**Task to carry out**.
Reproduce the full listing without a single change.

**Collected material**.

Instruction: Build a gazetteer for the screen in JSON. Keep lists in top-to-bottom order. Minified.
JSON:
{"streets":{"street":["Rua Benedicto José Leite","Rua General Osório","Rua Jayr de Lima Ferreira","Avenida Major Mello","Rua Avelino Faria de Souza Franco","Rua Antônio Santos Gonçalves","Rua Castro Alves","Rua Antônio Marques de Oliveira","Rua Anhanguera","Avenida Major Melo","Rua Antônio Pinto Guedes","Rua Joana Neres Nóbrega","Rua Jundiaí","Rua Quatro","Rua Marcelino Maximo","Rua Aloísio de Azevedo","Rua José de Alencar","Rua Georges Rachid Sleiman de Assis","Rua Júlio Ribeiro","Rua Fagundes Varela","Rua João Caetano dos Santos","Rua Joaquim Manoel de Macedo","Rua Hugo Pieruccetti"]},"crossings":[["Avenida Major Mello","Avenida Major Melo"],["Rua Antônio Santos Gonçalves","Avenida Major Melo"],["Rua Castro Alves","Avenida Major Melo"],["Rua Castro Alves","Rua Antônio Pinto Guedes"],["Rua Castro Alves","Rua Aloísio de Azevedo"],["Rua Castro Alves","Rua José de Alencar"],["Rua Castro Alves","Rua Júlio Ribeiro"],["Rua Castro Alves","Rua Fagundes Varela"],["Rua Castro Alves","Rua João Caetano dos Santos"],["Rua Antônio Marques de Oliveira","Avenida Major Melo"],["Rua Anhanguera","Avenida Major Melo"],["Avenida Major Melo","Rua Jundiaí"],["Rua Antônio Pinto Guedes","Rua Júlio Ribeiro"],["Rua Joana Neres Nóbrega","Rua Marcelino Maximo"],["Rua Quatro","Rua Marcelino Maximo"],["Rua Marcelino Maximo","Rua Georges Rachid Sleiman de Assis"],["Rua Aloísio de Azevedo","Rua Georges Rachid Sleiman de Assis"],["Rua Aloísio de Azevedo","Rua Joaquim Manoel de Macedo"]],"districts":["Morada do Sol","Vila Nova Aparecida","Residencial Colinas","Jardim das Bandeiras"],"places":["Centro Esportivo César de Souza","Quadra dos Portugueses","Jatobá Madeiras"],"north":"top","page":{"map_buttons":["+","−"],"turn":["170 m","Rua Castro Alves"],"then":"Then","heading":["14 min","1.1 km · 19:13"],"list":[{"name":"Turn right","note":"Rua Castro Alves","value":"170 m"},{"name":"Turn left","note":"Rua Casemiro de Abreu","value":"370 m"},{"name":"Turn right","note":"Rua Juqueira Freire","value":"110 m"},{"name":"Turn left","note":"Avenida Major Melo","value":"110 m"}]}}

**Task result**.
Instruction: Build a gazetteer for the screen in JSON. Keep lists in top-to-bottom order. Minified.
JSON:
{"streets":{"street":["Rua Benedicto José Leite","Rua General Osório","Rua Jayr de Lima Ferreira","Avenida Major Mello","Rua Avelino Faria de Souza Franco","Rua Antônio Santos Gonçalves","Rua Castro Alves","Rua Antônio Marques de Oliveira","Rua Anhanguera","Avenida Major Melo","Rua Antônio Pinto Guedes","Rua Joana Neres Nóbrega","Rua Jundiaí","Rua Quatro","Rua Marcelino Maximo","Rua Aloísio de Azevedo","Rua José de Alencar","Rua Georges Rachid Sleiman de Assis","Rua Júlio Ribeiro","Rua Fagundes Varela","Rua João Caetano dos Santos","Rua Joaquim Manoel de Macedo","Rua Hugo Pieruccetti"]},"crossings":[["Avenida Major Mello","Avenida Major Melo"],["Rua Antônio Santos Gonçalves","Avenida Major Melo"],["Rua Castro Alves","Avenida Major Melo"],["Rua Castro Alves","Rua Antônio Pinto Guedes"],["Rua Castro Alves","Rua Aloísio de Azevedo"],["Rua Castro Alves","Rua José de Alencar"],["Rua Castro Alves","Rua Júlio Ribeiro"],["Rua Castro Alves","Rua Fagundes Varela"],["Rua Castro Alves","Rua João Caetano dos Santos"],["Rua Antônio Marques de Oliveira","Avenida Major Melo"],["Rua Anhanguera","Avenida Major Melo"],["Avenida Major Melo","Rua Jundiaí"],["Rua Antônio Pinto Guedes","Rua Júlio Ribeiro"],["Rua Joana Neres Nóbrega","Rua Marcelino Maximo"],["Rua Quatro","Rua Marcelino Maximo"],["Rua Marcelino Maximo","Rua Georges Rachid Sleiman de Assis"],["Rua Aloísio de Azevedo","Rua Georges Rachid Sleiman de Assis"],["Rua Aloísio de Azevedo","Rua Joaquim Manoel de Macedo"]],"districts":["Morada do Sol","Vila Nova Aparecida","Residencial Colinas","Jardim das Bandeiras"],"places":["Centro Esportivo César de Souza","Quadra dos Portugueses","Jatobá Madeiras"],"north":"top","page":{"map_buttons":["+","−"],"turn":["170 m","Rua Castro Alves"],"then":"Then","heading":["14 min","1.1 km · 19:13"],"list":[{"name":"Turn right","note":"Rua Castro Alves","value":"170 m"},{"name":"Turn left","note":"Rua Casemiro de Abreu","value":"370 m"},{"name":"Turn right","note":"Rua Juqueira Freire","value":"110 m"},{"name":"Turn left","note":"Avenida Major Melo","value":"110 m"}]}}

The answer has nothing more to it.